Stored records:
■ ■ ■ ■ ■ ■ ■
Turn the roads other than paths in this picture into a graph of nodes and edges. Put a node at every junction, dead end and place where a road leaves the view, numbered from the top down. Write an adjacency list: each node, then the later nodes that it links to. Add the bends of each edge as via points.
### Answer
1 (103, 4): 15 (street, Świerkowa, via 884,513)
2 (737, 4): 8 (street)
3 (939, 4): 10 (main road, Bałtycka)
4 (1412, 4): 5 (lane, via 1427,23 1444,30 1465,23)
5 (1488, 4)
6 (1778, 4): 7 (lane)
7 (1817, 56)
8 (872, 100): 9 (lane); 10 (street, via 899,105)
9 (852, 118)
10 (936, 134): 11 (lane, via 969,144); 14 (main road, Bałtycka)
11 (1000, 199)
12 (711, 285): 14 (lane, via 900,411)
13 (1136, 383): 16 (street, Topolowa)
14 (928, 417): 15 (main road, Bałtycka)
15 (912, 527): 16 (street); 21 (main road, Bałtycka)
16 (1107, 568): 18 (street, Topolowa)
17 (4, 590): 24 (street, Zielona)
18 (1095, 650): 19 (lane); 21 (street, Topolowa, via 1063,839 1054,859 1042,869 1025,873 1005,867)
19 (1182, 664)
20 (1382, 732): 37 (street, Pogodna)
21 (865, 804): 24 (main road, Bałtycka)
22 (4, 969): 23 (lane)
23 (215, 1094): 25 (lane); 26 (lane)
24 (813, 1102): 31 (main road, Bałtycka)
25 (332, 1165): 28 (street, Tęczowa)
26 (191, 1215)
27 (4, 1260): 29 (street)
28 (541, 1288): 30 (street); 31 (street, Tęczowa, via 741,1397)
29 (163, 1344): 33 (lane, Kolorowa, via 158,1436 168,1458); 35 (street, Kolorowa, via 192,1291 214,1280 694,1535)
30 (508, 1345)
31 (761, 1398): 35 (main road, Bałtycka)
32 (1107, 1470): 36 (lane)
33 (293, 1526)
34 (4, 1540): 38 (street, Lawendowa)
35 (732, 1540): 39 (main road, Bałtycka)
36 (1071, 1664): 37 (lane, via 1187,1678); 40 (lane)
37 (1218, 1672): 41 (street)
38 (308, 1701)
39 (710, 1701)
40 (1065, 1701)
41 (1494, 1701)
■ ■ ■ ■ ■ ■ ■
The answer should contain every line of the data, unchanged.

#### Answer to this problem:
Turn the roads other than paths in this picture into a graph of nodes and edges. Put a node at every junction, dead end and place where a road leaves the view, numbered from the top down. Write an adjacency list: each node, then the later nodes that it links to. Add the bends of each edge as via points.
### Answer
1 (103, 4): 15 (street, Świerkowa, via 884,513)
2 (737, 4): 8 (street)
3 (939, 4): 10 (main road, Bałtycka)
4 (1412, 4): 5 (lane, via 1427,23 1444,30 1465,23)
5 (1488, 4)
6 (1778, 4): 7 (lane)
7 (1817, 56)
8 (872, 100): 9 (lane); 10 (street, via 899,105)
9 (852, 118)
10 (936, 134): 11 (lane, via 969,144); 14 (main road, Bałtycka)
11 (1000, 199)
12 (711, 285): 14 (lane, via 900,411)
13 (1136, 383): 16 (street, Topolowa)
14 (928, 417): 15 (main road, Bałtycka)
15 (912, 527): 16 (street); 21 (main road, Bałtycka)
16 (1107, 568): 18 (street, Topolowa)
17 (4, 590): 24 (street, Zielona)
18 (1095, 650): 19 (lane); 21 (street, Topolowa, via 1063,839 1054,859 1042,869 1025,873 1005,867)
19 (1182, 664)
20 (1382, 732): 37 (street, Pogodna)
21 (865, 804): 24 (main road, Bałtycka)
22 (4, 969): 23 (lane)
23 (215, 1094): 25 (lane); 26 (lane)
24 (813, 1102): 31 (main road, Bałtycka)
25 (332, 1165): 28 (street, Tęczowa)
26 (191, 1215)
27 (4, 1260): 29 (street)
28 (541, 1288): 30 (street); 31 (street, Tęczowa, via 741,1397)
29 (163, 1344): 33 (lane, Kolorowa, via 158,1436 168,1458); 35 (street, Kolorowa, via 192,1291 214,1280 694,1535)
30 (508, 1345)
31 (761, 1398): 35 (main road, Bałtycka)
32 (1107, 1470): 36 (lane)
33 (293, 1526)
34 (4, 1540): 38 (street, Lawendowa)
35 (732, 1540): 39 (main road, Bałtycka)
36 (1071, 1664): 37 (lane, via 1187,1678); 40 (lane)
37 (1218, 1672): 41 (street)
38 (308, 1701)
39 (710, 1701)
40 (1065, 1701)
41 (1494, 1701)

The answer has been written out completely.